BEGIN Supplied entries

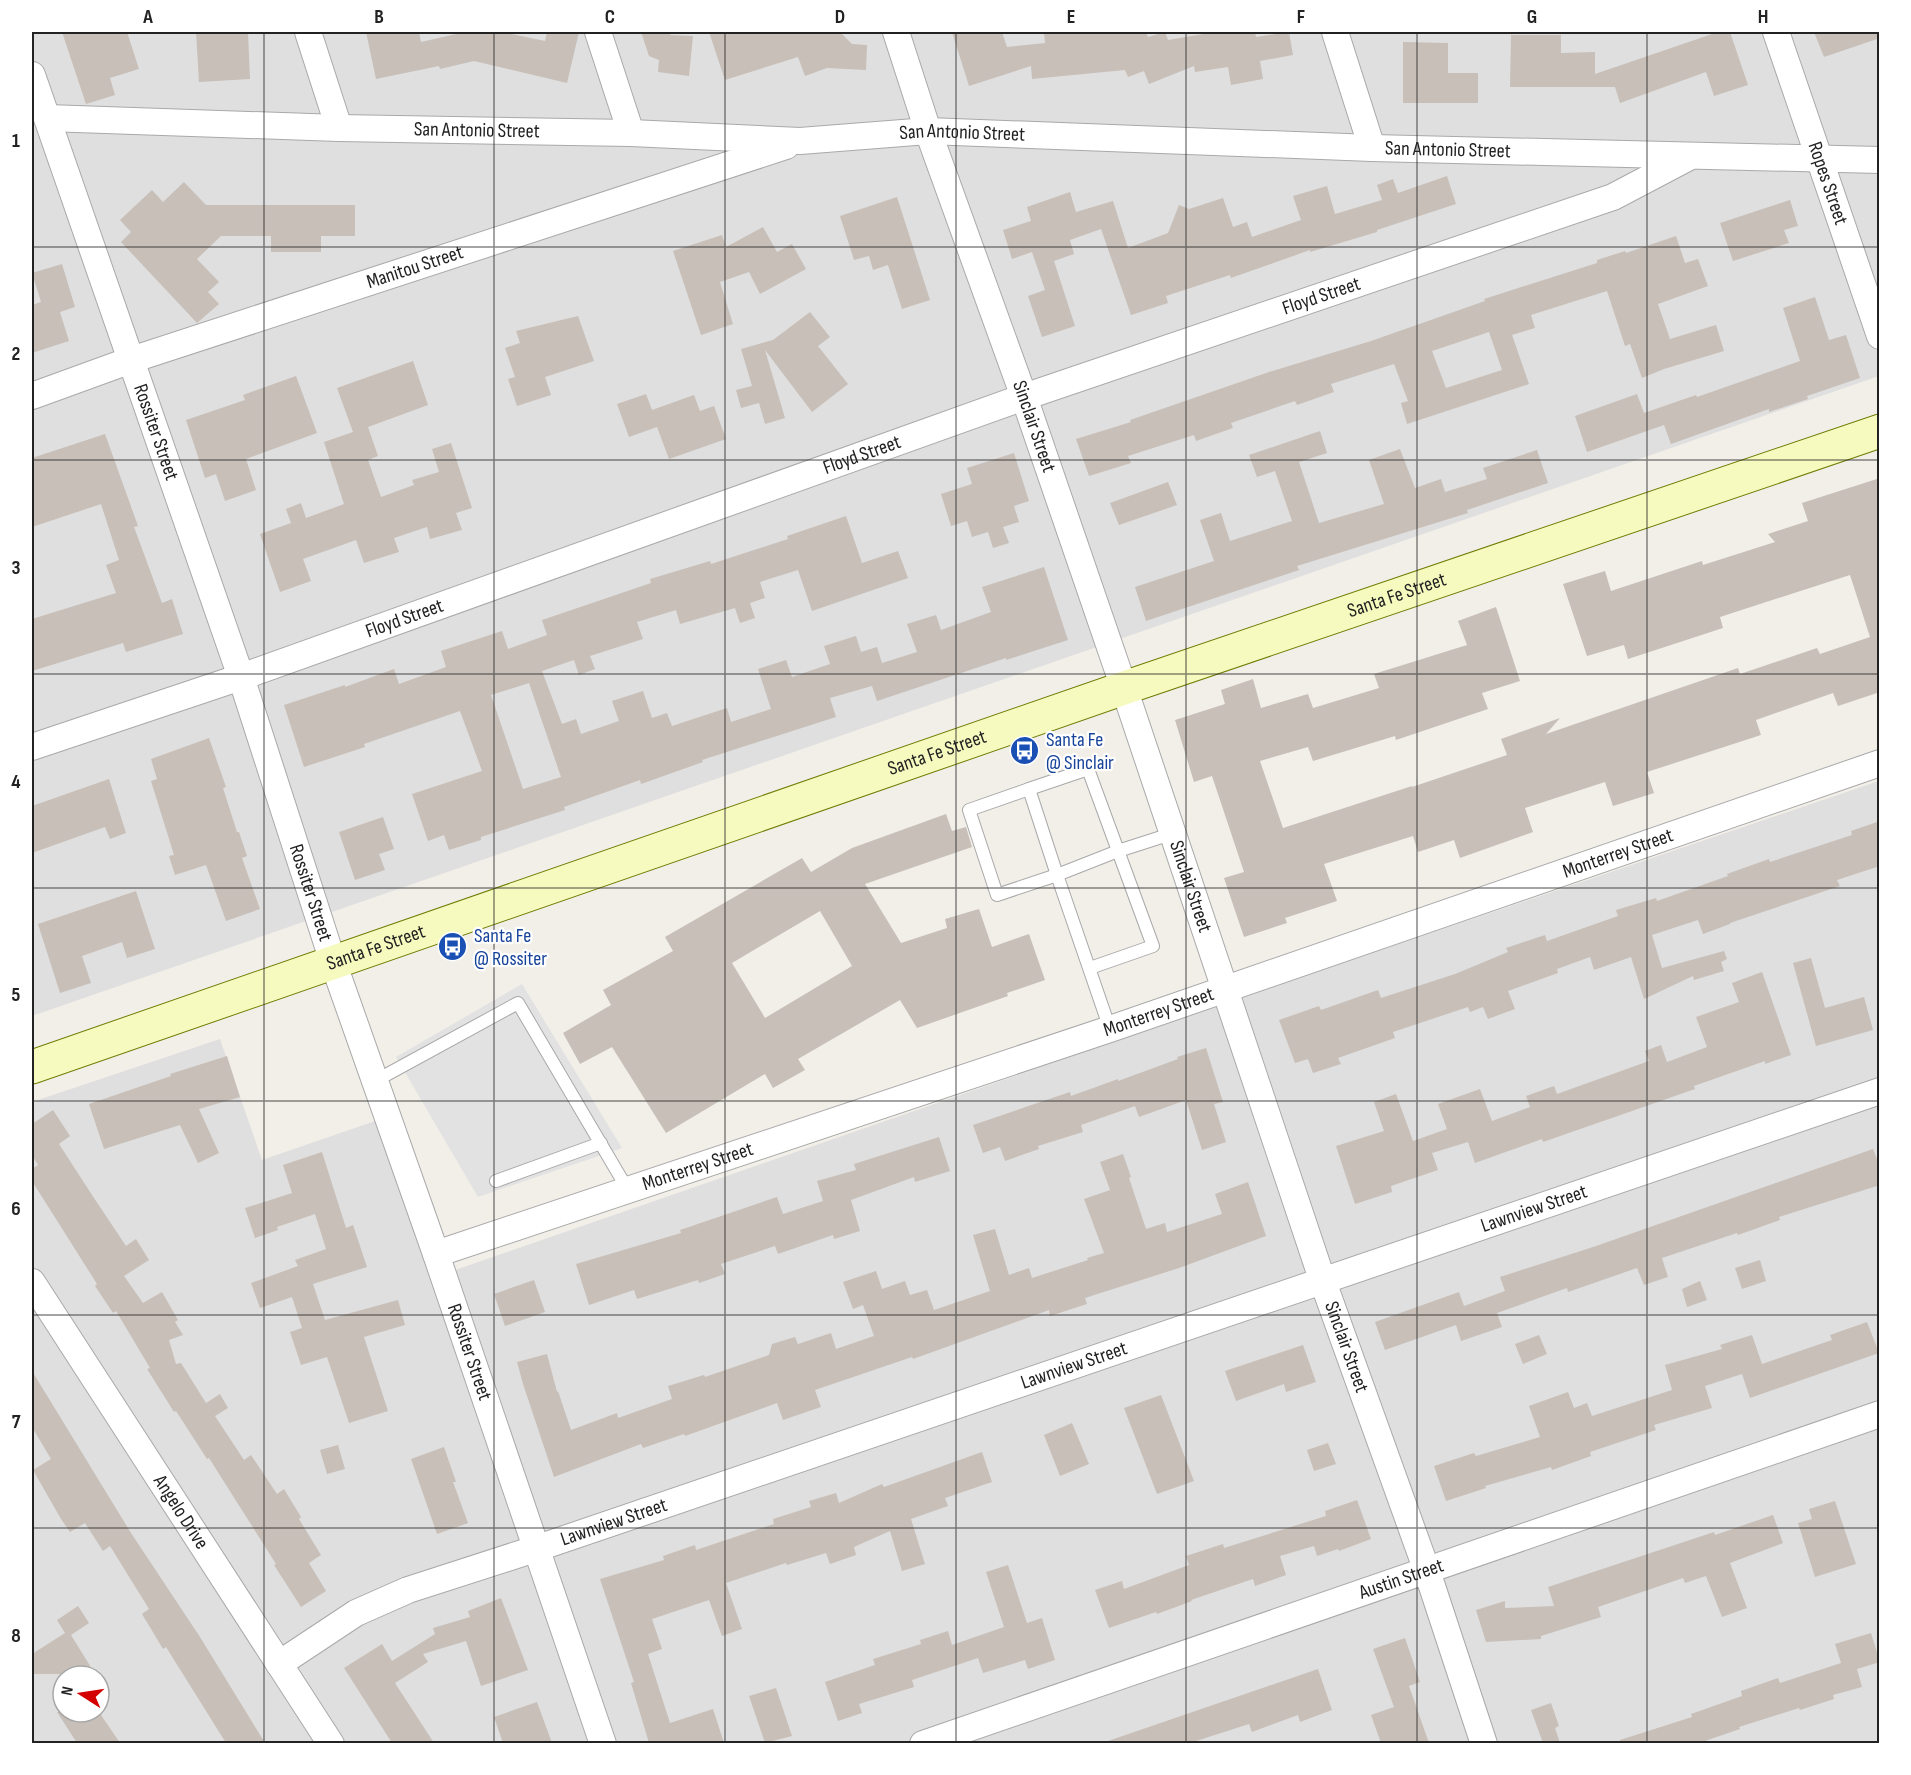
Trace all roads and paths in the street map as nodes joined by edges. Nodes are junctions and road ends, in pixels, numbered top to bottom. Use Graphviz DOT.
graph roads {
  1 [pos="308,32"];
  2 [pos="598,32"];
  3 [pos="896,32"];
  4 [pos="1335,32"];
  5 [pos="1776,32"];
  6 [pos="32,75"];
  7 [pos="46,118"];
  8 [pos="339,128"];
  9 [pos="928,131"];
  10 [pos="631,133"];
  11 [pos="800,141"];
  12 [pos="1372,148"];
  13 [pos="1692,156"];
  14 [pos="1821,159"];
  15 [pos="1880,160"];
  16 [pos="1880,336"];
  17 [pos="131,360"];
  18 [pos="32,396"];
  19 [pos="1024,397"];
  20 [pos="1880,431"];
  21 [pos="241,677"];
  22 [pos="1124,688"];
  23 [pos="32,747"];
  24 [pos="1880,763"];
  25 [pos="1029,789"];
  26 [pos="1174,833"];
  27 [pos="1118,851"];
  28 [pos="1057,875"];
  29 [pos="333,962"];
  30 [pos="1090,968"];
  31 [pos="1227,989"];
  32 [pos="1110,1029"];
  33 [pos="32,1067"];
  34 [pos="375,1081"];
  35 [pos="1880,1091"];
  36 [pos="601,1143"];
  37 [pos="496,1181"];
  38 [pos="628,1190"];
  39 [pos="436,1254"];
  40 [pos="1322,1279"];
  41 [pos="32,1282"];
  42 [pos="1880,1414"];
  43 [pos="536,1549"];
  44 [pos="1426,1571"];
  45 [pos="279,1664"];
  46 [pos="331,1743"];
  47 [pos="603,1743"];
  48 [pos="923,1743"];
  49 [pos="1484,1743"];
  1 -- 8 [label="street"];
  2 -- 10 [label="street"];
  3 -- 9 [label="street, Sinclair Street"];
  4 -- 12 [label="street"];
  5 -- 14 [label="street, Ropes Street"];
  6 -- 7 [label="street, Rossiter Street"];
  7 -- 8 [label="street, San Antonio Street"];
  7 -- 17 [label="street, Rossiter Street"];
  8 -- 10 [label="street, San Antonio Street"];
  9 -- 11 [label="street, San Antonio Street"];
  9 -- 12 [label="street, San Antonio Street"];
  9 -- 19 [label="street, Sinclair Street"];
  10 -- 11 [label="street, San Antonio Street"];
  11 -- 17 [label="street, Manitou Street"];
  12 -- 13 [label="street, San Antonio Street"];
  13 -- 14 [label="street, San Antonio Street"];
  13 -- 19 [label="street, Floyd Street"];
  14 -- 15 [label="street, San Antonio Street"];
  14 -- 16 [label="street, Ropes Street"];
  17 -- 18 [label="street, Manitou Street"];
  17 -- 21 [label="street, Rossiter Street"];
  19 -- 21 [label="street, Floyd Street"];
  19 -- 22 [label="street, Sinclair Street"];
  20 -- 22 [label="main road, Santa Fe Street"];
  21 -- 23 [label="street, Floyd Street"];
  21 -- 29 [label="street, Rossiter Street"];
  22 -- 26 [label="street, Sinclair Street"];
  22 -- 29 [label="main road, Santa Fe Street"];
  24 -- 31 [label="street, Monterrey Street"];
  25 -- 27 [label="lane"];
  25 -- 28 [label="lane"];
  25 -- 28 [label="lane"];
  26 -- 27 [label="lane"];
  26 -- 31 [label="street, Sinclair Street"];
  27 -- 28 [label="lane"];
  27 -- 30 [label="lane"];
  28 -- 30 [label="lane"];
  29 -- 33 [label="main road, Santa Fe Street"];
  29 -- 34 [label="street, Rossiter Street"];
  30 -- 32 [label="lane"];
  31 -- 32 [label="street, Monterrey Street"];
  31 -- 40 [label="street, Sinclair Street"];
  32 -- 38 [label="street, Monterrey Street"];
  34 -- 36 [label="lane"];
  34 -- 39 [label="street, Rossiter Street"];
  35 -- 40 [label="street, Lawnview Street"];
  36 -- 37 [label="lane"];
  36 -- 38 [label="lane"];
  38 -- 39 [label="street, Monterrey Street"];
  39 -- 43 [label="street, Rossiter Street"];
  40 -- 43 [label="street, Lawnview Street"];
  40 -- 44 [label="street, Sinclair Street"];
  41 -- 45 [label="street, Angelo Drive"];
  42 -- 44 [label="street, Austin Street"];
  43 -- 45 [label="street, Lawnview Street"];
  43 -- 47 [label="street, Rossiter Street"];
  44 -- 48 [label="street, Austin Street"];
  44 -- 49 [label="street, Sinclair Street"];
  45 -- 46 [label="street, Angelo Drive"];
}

END Supplied entries

» **Exercise brief**: In the entries above, find each line with the string "Austin" and copy it.

» **Answer to this problem**:
  42 -- 44 [label="street, Austin Street"];
  44 -- 48 [label="street, Austin Street"];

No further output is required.